_Aim of the exercise_:
Once you have located the line containing "wrist: (793, 1028)" in the material below, return it exactly along with each line after it through the line containing "index tip: (908, 841)".

============

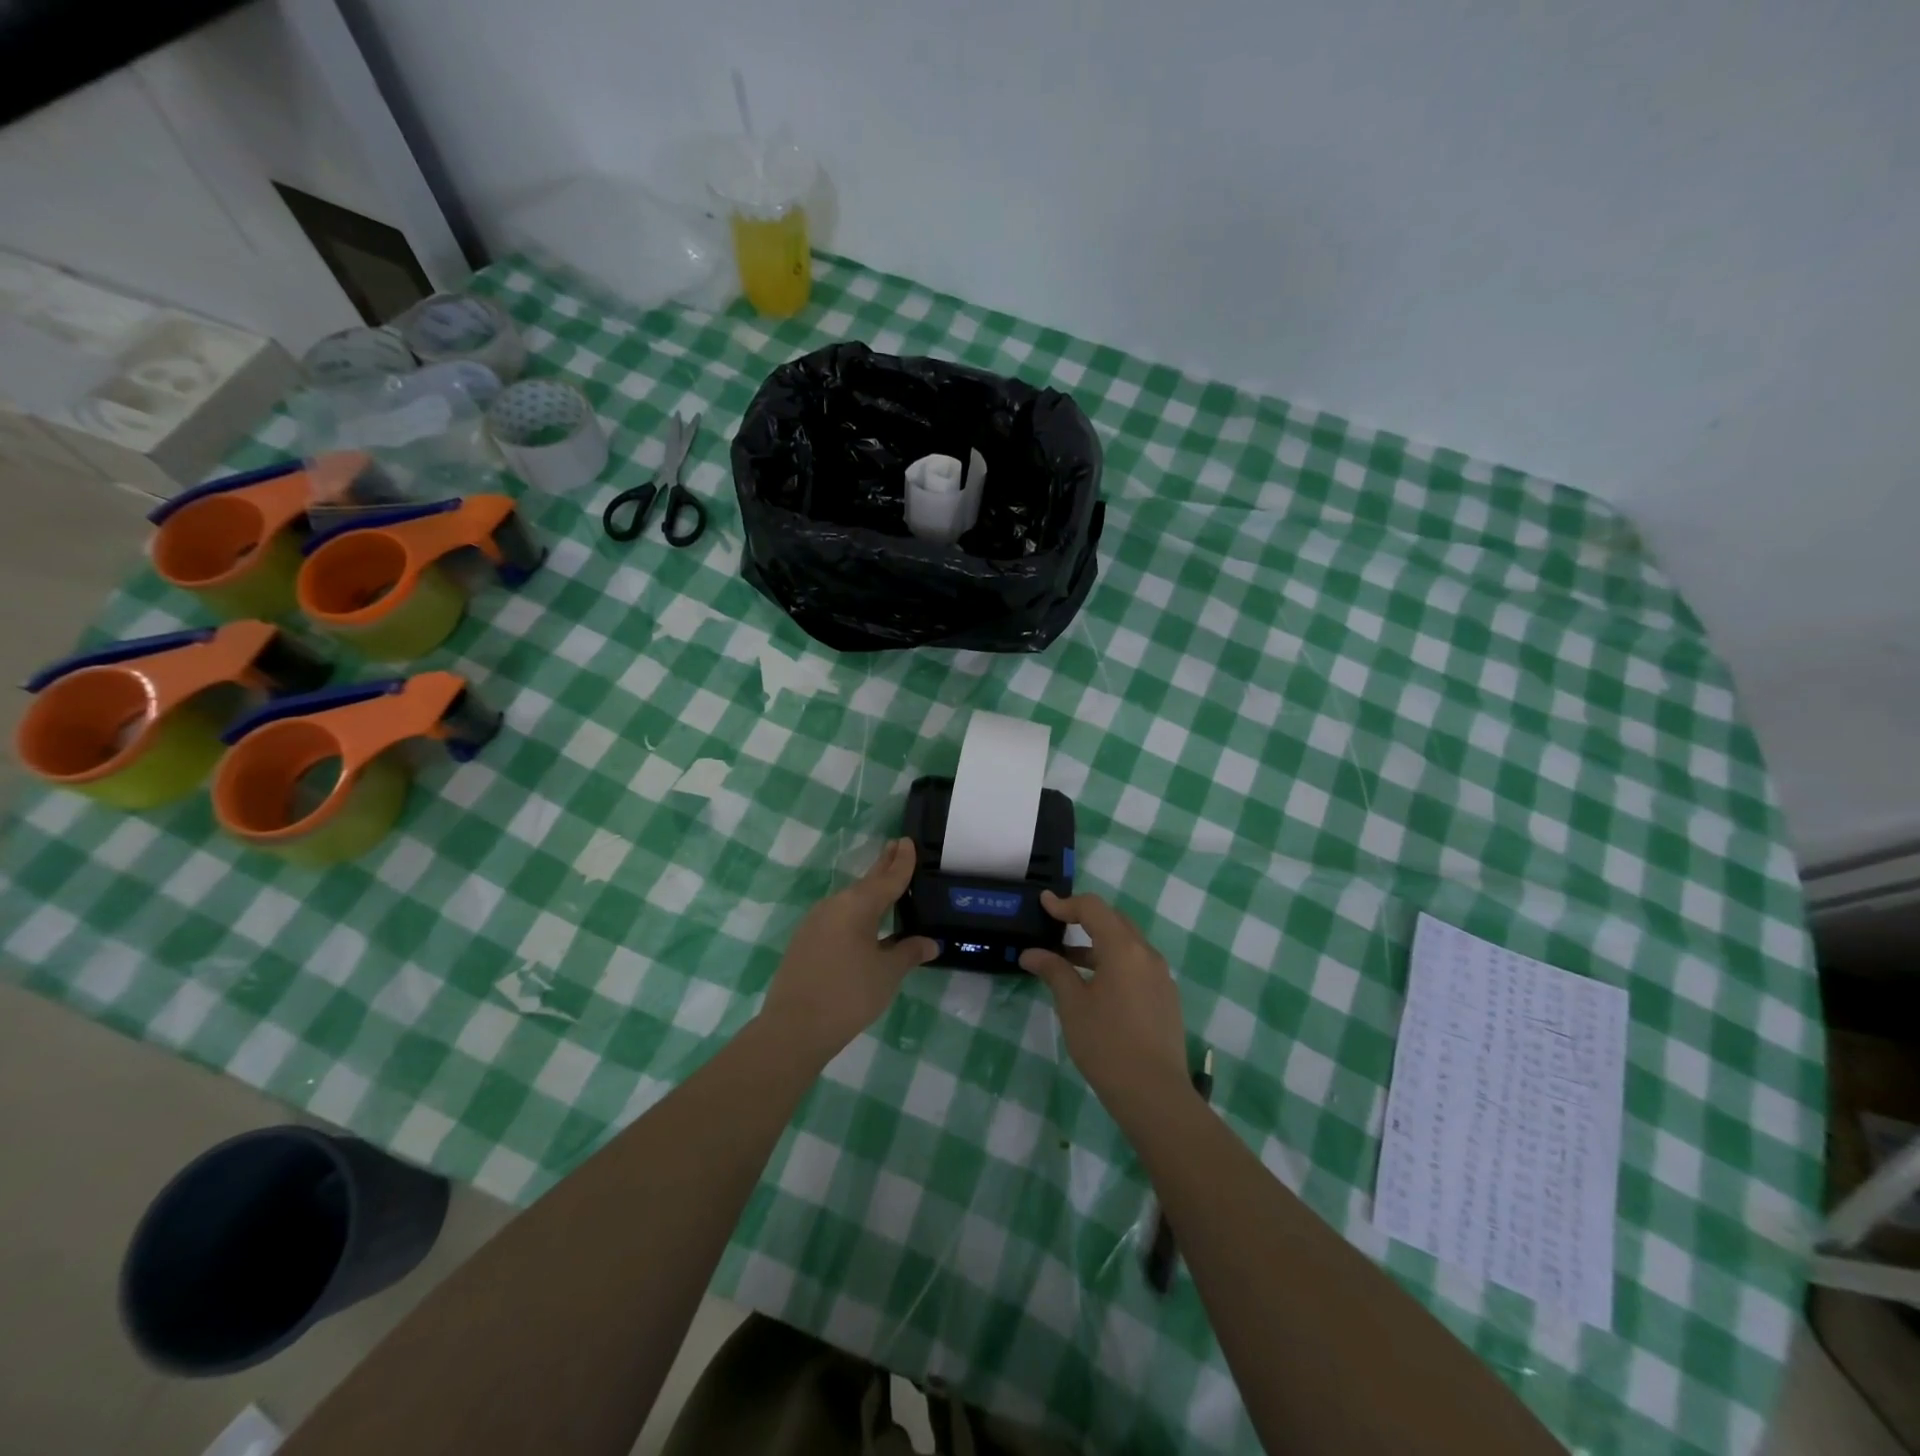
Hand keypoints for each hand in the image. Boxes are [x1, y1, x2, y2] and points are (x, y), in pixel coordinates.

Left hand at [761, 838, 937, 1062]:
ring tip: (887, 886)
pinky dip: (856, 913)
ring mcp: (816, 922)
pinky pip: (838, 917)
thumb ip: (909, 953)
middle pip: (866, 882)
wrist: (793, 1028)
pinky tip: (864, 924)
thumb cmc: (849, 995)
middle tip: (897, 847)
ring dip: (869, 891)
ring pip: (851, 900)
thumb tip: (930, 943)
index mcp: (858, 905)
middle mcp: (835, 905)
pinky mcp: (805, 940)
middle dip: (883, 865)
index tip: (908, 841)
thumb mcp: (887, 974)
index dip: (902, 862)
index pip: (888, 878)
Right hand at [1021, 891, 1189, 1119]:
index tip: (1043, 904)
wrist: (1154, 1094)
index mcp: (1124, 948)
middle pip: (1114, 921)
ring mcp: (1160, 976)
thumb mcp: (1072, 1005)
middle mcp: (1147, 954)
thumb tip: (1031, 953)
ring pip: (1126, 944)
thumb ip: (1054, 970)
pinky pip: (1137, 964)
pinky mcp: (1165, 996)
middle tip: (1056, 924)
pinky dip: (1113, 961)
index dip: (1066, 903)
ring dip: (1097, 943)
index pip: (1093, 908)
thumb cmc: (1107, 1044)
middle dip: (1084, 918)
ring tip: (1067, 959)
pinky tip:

============

_Answer below_:
wrist: (793, 1028)
pinky tip: (864, 924)
thumb cmc: (849, 995)
middle tip: (897, 847)
ring dip: (869, 891)
ring pip: (851, 900)
thumb tip: (930, 943)
index mcp: (858, 905)
middle mcp: (835, 905)
pinky mcp: (805, 940)
middle dip: (883, 865)
index tip: (908, 841)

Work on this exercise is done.